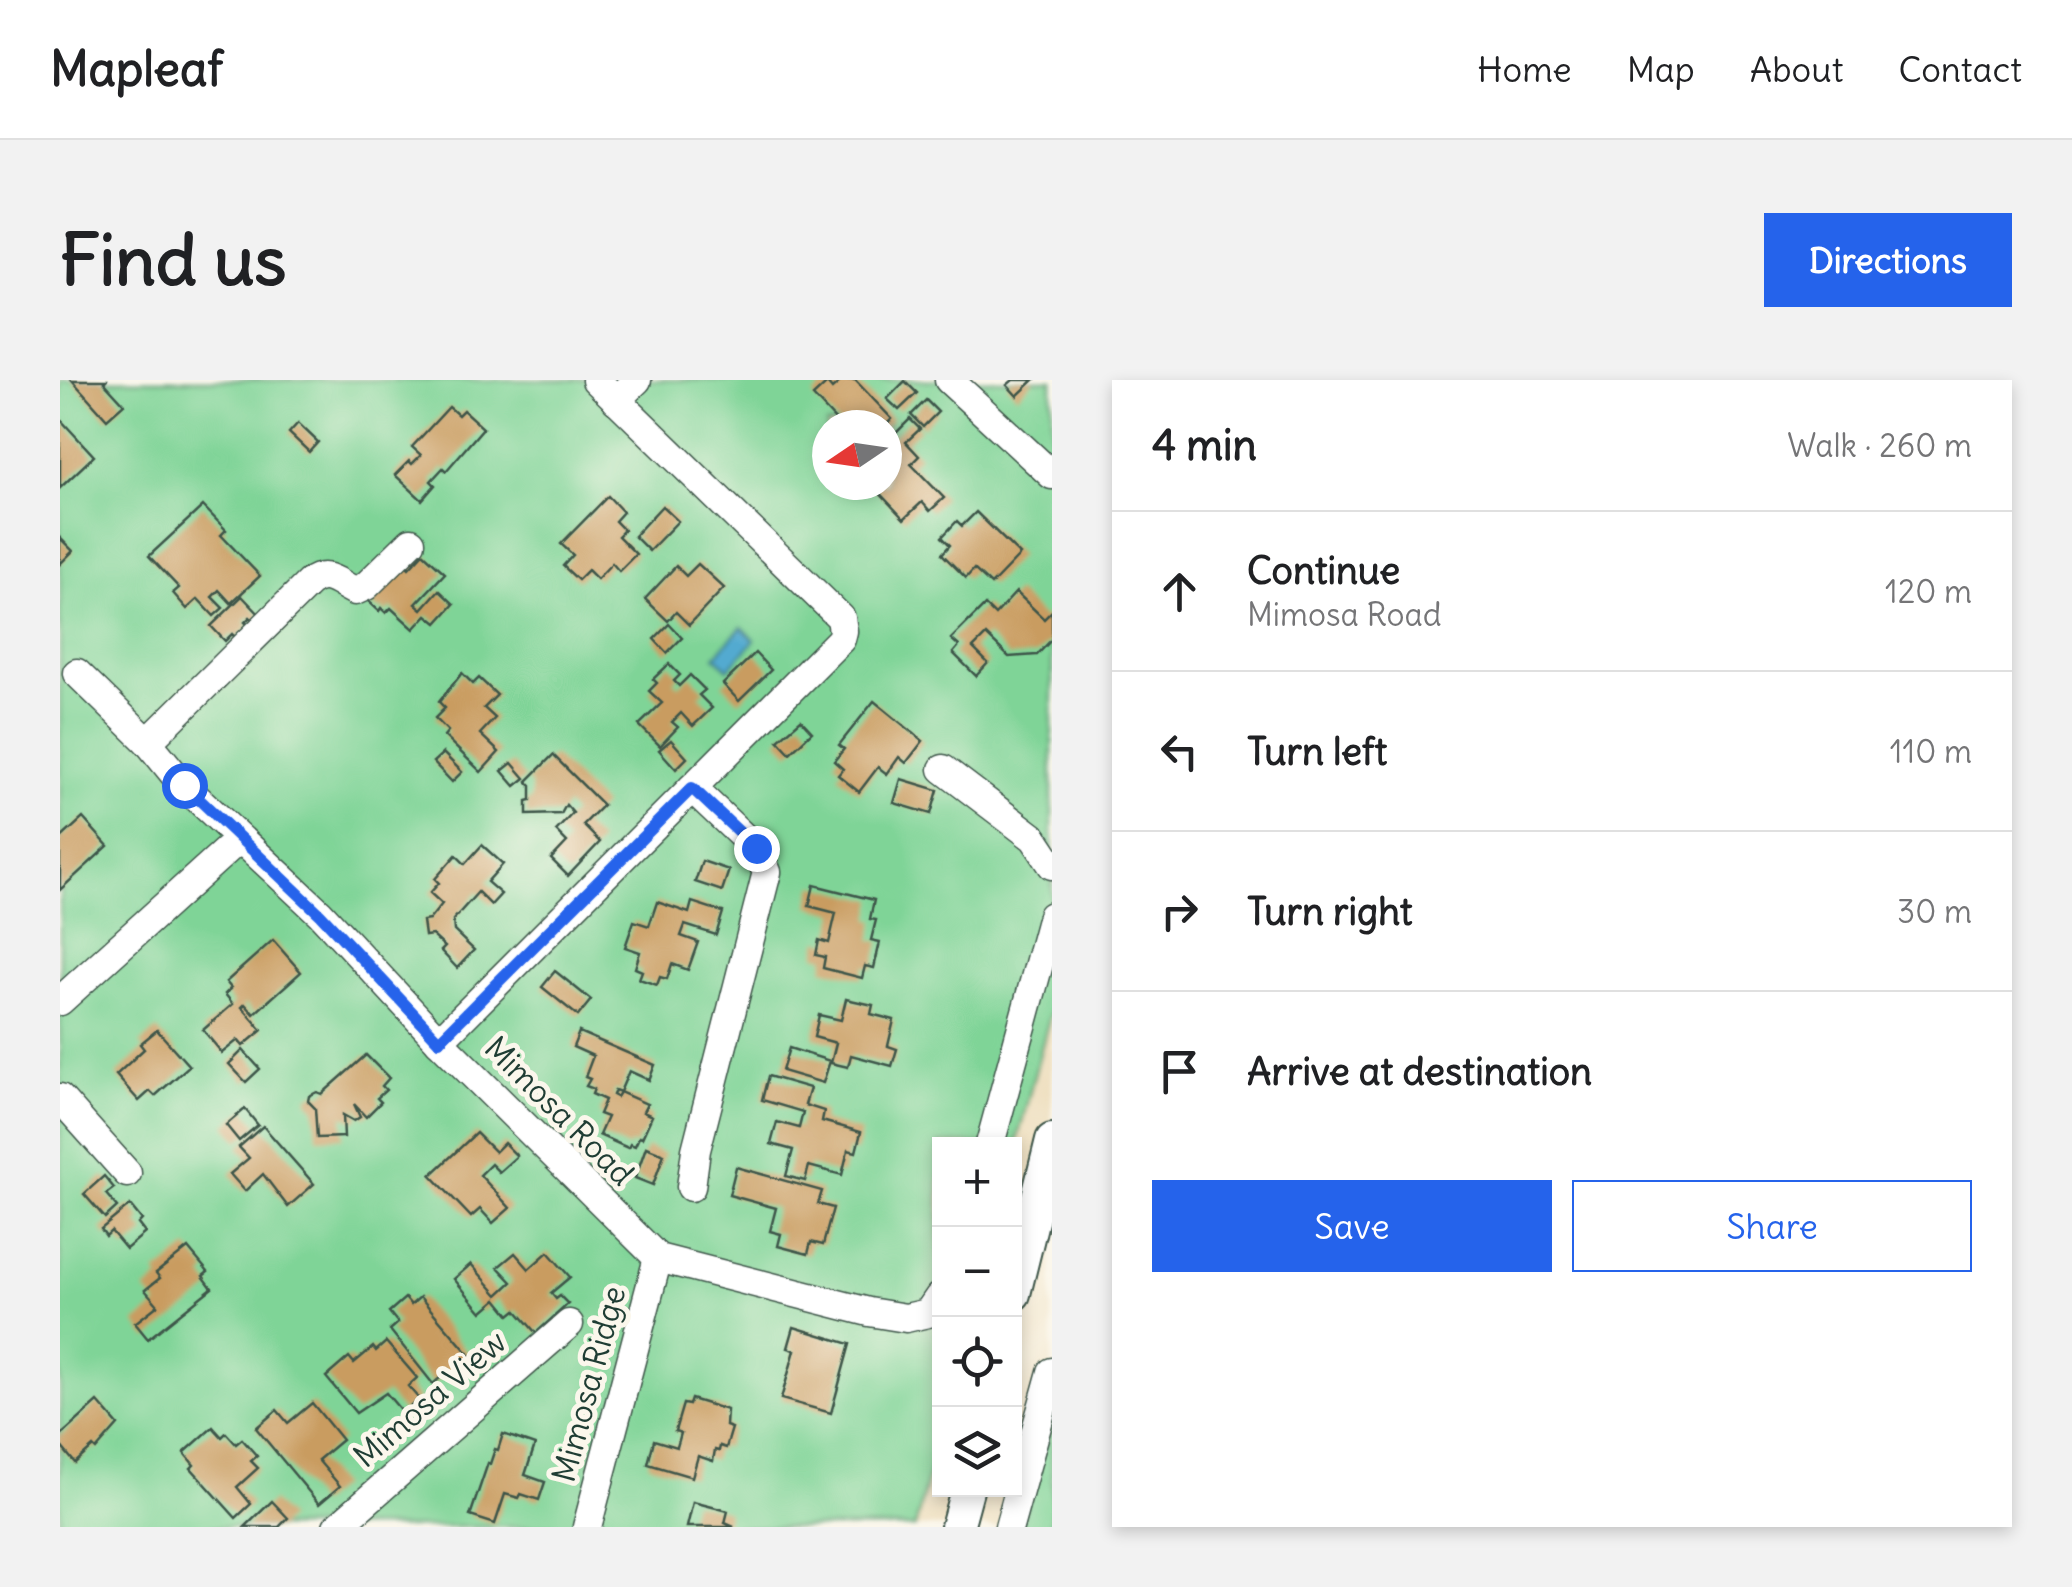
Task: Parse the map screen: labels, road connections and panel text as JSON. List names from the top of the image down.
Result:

□ □ □ □ □ □ □

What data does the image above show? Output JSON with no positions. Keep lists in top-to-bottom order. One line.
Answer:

□ □ □ □ □ □ □

• **Exercise**: Your answer must be a single number: the count of lines above that contain the string "JSON".

• **Solution for this problem**: 2